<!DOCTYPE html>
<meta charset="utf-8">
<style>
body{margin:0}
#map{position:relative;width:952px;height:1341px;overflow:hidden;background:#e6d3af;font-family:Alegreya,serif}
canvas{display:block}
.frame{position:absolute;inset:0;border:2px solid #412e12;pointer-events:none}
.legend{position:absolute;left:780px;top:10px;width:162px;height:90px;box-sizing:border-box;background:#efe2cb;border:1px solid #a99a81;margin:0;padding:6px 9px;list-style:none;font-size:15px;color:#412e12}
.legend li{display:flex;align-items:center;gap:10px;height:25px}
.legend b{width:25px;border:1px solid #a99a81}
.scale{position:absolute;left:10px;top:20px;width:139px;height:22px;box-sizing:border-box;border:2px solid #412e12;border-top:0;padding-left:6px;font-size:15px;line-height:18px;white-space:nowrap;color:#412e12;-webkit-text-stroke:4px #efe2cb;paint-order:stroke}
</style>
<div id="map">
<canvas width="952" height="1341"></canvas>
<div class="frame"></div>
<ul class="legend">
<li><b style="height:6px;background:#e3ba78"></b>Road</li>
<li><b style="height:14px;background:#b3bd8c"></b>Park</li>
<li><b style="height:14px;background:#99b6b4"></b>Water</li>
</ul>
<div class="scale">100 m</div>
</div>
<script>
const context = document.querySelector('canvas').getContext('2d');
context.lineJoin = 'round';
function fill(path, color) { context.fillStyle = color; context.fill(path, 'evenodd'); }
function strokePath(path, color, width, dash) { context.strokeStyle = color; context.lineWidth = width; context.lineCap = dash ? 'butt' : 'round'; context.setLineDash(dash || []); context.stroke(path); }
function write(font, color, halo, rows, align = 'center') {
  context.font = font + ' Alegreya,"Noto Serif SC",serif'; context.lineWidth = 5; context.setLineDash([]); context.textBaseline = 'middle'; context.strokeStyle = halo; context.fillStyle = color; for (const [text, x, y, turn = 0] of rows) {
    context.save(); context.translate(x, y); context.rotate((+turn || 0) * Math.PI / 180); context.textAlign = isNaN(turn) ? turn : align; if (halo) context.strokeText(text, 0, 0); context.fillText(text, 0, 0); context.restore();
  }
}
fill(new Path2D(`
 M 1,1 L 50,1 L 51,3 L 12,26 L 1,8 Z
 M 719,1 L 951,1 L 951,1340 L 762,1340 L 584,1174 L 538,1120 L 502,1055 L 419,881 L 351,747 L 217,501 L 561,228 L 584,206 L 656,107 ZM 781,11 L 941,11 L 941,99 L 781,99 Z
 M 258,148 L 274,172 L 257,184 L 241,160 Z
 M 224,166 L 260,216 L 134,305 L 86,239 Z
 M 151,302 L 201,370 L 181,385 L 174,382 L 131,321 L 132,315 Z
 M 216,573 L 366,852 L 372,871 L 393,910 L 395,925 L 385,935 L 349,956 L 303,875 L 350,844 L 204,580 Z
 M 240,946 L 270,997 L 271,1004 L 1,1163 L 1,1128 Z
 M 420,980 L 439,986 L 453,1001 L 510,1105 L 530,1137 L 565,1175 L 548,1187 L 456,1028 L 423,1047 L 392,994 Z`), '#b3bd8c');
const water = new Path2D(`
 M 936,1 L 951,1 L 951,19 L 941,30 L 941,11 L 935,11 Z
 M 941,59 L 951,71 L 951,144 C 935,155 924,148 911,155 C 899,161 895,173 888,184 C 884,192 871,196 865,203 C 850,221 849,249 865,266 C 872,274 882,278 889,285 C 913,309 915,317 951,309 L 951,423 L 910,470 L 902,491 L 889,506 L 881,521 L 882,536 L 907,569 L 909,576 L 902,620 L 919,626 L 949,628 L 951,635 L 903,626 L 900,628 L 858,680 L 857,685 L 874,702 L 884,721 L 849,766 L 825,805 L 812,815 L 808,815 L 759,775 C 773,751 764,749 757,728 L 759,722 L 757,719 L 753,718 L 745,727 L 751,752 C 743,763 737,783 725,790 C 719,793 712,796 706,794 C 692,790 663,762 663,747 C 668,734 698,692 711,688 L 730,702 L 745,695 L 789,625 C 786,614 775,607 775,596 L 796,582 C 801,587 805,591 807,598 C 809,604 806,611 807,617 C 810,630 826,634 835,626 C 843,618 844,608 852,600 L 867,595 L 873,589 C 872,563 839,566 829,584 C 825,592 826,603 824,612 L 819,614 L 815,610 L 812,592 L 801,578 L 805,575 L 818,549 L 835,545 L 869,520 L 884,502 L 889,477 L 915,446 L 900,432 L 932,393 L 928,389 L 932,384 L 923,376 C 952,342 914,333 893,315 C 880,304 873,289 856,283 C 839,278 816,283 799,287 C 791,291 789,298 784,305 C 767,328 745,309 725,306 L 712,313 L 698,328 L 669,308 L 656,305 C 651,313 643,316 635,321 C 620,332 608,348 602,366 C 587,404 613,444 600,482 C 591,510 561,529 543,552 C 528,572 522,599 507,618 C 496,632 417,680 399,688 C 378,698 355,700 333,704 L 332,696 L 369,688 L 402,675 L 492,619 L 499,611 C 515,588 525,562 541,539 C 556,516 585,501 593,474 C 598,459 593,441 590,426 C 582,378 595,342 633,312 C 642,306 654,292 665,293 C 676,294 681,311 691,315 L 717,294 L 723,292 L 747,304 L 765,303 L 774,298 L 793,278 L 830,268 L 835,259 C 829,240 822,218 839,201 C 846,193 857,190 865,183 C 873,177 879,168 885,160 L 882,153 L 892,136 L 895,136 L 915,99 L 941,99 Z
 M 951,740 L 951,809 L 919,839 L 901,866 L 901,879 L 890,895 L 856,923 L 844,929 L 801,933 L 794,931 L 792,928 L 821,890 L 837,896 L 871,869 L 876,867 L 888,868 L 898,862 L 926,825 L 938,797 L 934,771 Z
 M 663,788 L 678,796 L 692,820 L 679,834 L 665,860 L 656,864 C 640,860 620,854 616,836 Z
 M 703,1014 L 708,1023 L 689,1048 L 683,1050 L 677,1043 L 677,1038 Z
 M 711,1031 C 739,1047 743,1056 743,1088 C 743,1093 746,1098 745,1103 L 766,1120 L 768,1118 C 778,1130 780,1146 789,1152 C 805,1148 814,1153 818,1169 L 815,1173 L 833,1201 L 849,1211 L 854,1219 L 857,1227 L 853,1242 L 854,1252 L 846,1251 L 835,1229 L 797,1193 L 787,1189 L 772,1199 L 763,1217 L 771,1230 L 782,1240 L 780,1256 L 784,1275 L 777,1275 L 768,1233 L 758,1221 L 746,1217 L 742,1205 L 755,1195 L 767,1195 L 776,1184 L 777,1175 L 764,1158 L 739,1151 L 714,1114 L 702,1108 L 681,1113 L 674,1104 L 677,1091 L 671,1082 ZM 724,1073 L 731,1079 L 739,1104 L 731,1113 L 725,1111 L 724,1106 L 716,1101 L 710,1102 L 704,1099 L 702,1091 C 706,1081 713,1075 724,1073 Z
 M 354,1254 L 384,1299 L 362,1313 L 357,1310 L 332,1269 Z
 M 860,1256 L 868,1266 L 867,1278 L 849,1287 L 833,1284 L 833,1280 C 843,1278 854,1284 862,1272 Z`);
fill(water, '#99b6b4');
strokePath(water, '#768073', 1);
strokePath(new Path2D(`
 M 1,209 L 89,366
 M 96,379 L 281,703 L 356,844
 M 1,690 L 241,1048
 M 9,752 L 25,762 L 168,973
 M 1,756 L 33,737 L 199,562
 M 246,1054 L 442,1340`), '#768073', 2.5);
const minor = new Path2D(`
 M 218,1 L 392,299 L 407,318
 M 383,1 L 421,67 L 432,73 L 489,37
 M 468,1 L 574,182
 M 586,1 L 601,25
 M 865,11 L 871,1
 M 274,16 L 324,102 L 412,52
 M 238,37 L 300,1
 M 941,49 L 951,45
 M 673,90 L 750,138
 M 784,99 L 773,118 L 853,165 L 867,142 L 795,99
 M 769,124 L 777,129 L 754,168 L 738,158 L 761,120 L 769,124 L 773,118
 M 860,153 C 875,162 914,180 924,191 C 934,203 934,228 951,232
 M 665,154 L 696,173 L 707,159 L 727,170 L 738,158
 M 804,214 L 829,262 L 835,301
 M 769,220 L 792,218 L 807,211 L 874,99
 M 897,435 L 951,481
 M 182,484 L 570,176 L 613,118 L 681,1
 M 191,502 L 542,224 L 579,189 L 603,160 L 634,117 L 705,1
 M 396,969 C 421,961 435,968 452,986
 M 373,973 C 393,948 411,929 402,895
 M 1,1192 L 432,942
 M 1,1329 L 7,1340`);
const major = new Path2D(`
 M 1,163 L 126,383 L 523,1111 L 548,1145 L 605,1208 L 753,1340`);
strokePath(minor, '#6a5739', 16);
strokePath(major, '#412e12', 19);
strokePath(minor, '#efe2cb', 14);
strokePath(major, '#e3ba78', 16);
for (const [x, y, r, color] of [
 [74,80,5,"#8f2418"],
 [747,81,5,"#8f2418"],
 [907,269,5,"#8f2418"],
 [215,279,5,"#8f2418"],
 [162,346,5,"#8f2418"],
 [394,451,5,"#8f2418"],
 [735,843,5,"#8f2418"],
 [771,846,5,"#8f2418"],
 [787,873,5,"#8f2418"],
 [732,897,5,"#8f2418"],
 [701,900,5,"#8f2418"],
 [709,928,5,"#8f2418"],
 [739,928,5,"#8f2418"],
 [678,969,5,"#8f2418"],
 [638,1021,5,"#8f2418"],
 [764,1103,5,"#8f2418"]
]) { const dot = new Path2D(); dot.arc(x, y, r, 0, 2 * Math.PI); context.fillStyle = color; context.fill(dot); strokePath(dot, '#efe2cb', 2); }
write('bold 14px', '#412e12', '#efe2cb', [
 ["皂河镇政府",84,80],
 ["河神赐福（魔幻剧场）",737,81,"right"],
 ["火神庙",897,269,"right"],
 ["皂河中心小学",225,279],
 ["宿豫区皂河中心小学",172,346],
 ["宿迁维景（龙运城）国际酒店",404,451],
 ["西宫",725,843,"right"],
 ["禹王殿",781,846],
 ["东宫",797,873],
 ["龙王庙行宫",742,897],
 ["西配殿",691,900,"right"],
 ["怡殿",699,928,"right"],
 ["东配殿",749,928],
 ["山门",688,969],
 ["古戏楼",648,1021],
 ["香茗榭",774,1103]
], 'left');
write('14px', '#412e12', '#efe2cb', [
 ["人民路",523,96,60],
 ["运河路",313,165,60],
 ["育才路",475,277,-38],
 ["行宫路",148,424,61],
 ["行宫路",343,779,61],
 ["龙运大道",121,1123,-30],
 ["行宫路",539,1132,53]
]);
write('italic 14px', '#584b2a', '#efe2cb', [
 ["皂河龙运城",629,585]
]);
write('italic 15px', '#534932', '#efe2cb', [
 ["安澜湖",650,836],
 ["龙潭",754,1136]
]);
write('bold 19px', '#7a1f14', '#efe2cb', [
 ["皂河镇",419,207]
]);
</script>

——

What this task involves:
Would you copy out exactly the lines above that start at the one containing "context.lineJoin = 'round';" and end at the one containing "M 936,1 L 951,1", inclusive?

Response to the task:
context.lineJoin = 'round';
function fill(path, color) { context.fillStyle = color; context.fill(path, 'evenodd'); }
function strokePath(path, color, width, dash) { context.strokeStyle = color; context.lineWidth = width; context.lineCap = dash ? 'butt' : 'round'; context.setLineDash(dash || []); context.stroke(path); }
function write(font, color, halo, rows, align = 'center') {
  context.font = font + ' Alegreya,"Noto Serif SC",serif'; context.lineWidth = 5; context.setLineDash([]); context.textBaseline = 'middle'; context.strokeStyle = halo; context.fillStyle = color; for (const [text, x, y, turn = 0] of rows) {
    context.save(); context.translate(x, y); context.rotate((+turn || 0) * Math.PI / 180); context.textAlign = isNaN(turn) ? turn : align; if (halo) context.strokeText(text, 0, 0); context.fillText(text, 0, 0); context.restore();
  }
}
fill(new Path2D(`
 M 1,1 L 50,1 L 51,3 L 12,26 L 1,8 Z
 M 719,1 L 951,1 L 951,1340 L 762,1340 L 584,1174 L 538,1120 L 502,1055 L 419,881 L 351,747 L 217,501 L 561,228 L 584,206 L 656,107 ZM 781,11 L 941,11 L 941,99 L 781,99 Z
 M 258,148 L 274,172 L 257,184 L 241,160 Z
 M 224,166 L 260,216 L 134,305 L 86,239 Z
 M 151,302 L 201,370 L 181,385 L 174,382 L 131,321 L 132,315 Z
 M 216,573 L 366,852 L 372,871 L 393,910 L 395,925 L 385,935 L 349,956 L 303,875 L 350,844 L 204,580 Z
 M 240,946 L 270,997 L 271,1004 L 1,1163 L 1,1128 Z
 M 420,980 L 439,986 L 453,1001 L 510,1105 L 530,1137 L 565,1175 L 548,1187 L 456,1028 L 423,1047 L 392,994 Z`), '#b3bd8c');
const water = new Path2D(`
 M 936,1 L 951,1 L 951,19 L 941,30 L 941,11 L 935,11 Z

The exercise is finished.